Copping Squid and Other Mythos Tales
Page 15
“Hey,” said Toby, his voice already pitched low though the house was a quarter-mile off. “If we’re snoopin in their yard, I’m gonna stay well back and under cover. You think we want them calling the cops?”
“OK. Good. So. Let’s go…see what we can see.”
They set off upslope through the grass, circling wide around to the rear of the property. It was a beautiful night. A fresh wind licked the pale grass like a great cat’s tongue, and the Bay was a vast burnished blade of black steel. The rising moon had washed out only half of a sky thick with stars. There was something impalpable in the air tonight. On the loose like a pack of invisible beasts. A craziness. A kind of hilarity.

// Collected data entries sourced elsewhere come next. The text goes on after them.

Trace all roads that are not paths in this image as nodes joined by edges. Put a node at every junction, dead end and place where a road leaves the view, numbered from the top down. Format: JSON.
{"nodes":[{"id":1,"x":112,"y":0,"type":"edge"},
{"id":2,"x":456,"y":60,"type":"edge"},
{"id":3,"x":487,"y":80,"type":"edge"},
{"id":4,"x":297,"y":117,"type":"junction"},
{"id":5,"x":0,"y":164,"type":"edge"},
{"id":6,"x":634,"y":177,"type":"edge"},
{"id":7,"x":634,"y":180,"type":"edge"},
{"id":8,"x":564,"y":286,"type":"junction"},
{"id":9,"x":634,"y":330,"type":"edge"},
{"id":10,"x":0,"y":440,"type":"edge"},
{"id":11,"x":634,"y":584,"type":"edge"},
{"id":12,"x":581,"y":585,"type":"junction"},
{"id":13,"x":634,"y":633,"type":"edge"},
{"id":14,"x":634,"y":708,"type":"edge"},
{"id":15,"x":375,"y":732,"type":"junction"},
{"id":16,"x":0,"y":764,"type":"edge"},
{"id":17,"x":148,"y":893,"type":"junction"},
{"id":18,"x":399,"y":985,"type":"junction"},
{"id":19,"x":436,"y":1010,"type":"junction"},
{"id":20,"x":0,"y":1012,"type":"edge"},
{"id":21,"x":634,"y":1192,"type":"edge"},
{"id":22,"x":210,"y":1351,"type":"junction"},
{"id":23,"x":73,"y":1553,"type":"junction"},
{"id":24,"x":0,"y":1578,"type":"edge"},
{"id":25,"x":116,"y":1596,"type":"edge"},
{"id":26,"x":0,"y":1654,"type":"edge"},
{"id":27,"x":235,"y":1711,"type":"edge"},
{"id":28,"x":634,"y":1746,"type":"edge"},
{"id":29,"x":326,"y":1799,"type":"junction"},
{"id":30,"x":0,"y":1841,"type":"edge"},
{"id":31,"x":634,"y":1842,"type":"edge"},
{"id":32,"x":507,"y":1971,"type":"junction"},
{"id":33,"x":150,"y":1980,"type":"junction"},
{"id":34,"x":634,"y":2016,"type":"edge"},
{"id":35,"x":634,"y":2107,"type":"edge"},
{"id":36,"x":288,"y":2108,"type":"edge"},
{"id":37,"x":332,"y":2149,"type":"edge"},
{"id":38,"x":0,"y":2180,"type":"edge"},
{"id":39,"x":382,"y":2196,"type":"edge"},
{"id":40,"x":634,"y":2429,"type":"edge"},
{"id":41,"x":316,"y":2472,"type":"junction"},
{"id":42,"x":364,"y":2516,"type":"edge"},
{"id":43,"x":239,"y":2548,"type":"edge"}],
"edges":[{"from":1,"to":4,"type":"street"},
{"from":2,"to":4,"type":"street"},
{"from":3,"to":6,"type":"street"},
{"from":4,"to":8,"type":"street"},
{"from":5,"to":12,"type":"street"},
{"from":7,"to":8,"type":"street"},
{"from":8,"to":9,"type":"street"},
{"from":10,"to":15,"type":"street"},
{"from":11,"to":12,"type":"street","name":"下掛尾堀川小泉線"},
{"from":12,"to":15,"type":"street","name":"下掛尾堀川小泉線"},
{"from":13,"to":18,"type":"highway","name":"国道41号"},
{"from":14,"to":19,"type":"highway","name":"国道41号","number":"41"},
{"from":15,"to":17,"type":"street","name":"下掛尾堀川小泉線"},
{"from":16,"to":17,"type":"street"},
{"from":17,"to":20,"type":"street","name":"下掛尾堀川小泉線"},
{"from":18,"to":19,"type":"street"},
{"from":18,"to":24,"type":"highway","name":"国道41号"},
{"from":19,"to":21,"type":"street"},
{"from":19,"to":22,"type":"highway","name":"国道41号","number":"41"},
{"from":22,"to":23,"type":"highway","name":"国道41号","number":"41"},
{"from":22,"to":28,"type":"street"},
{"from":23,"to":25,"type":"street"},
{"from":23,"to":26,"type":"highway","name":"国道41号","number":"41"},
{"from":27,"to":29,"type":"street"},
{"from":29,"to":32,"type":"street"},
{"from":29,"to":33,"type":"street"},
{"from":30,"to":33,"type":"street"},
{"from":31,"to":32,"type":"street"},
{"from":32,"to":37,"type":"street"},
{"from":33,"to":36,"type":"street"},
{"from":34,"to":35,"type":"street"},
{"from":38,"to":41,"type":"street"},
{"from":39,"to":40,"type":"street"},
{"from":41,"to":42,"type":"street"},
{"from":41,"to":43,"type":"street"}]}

As they hooked back up the slope, they began to see the back of the Robideau residence. The glass walls and doors that fronted the terrace were all lit up, colorful light was spilling out of them…a tumult of shapes moved within. There was a party going on inside.
The sneaking trio moved up to a knoll above and to the right of the terrace. The plantings up here hadn’t quite filled out and gave them good cover they could see through.
“Can you believe that?” hissed Toby. None of them could. They gaped as at a miracle.
The pool was finished, and full of sparkling water!
Chrome ladders, black-tiled borders, white-tiled deck surrounded it. The water lapped gently in the wind and sparkled.
“How the hell did they do that?” Don’s amazed eyes looked stark white in the shadows. And Daryl inwardly agreed that this alone was almost miraculous.
“Look,” hissed Toby. “That’s whatsername, Amy.”
Wearing a black bathing suit, Amy Robideau slipped out of one of the smaller doors opening onto the terrace. She hurried towards the pool, unnoticed by the party within doors. It seemed she was a temporary fugitive from her own festivity.
∴
Amy would be in and out in three minutes. She didn’t care if anyone spotted her doing it, in fact thought it might be fun if she were spotted. People could admire her new tan.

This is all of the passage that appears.